Again, the people living in 1861 did not take the slaves. Slavery was a system they inherited and had to try to figure out how to get rid of.

OBTH, abolishing slavery would have been unconstitutional according to the Constitution the Confederacy had just ratified anyway.

No, no it would not have.

They didn't see it clearly enough to go through with it, as a demonstration of their good will. Oh, I forgot, they were products of their time, so they couldn't see the evils of slavery even though they could see that other nations saw the evil in it.

Nor did the US. Is the CSA solely to blame for that? Countries generally aren't willing to impose drastic change potentially upsetting their economy during wars of national survival.

IOW, they knew they were on the wrong side of history, yet they held on to their slaves until forced to release them.

They could see the West was moving in that direction and offered to abolish slavery in exchange for military aid. Every criticism you would like to make exclusively of the CSA could have been made about the US at the time....or the Founding Fathers.....

They made it clear they thought slavery was theatened, and they knew the Corwin Amendment didn't give slavery any protections it didn't already have.

If they thought it was so threatened, why not accept an ironclad constitutional guarantee of slavery forever?

And once again, you rely on policies that failed to come close to ratification to make your point while ignoring the one policy that became law.

Once again you refuse to acknowledge why the Corwin amendment was not ratified and pretend it was owing to some fictional Northern opposition to it that simply did not exist.

Like you're denials about the importance of the Corwin Amendment, it's fiction.

FIFY

You mean like the Democrats forming the Confederacy to preserve their right to slave labor?

No. Firstly that did not happen. Nobody was worried about the continued existence of slavery in 1861. Also you have the sides reversed. It was the Northerners and the Republicans at the time who wanted centralized power. The Southerners and Democrats at the time did not.

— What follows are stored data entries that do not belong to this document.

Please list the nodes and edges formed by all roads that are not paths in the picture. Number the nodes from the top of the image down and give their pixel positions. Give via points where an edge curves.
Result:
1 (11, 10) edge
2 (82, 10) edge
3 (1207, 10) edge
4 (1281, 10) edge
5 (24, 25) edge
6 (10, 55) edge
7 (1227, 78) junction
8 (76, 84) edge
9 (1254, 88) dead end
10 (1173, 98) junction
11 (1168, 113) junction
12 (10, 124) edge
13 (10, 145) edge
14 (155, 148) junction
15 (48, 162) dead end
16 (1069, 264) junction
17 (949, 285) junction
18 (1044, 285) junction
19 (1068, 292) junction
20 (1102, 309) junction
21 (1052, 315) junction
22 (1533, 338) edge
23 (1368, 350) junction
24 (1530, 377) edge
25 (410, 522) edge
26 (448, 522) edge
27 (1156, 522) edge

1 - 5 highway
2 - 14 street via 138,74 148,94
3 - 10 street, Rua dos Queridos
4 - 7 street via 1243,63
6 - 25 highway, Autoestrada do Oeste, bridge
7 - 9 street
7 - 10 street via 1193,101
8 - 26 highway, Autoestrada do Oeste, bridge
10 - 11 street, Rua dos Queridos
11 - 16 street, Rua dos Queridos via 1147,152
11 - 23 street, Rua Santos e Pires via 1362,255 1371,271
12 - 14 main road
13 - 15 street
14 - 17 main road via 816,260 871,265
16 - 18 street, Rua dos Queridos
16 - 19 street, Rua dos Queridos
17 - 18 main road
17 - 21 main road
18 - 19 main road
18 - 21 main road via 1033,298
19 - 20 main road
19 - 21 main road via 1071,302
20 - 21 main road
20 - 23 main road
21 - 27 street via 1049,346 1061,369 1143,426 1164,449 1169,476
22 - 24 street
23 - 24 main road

I agree, but a lot of Northern states are part of that.

The Midwest for the most part is.....notice how the Northeast is diametrically opposed again.

the same old quote which you've posted at least 100 times and which does not address what happened years later snipped along with the declarations of causes 3 of 4 of which go on at length about the economic causes of secession.

Agree the context was the "Congress of the Confederate States".

Good. So you finally see that no state in the CSA was prohibited from abolishing slavery nor was any state which already had prohibited from joining. The only constitutional prohibition was against the central government from dictating to the (confederate) states.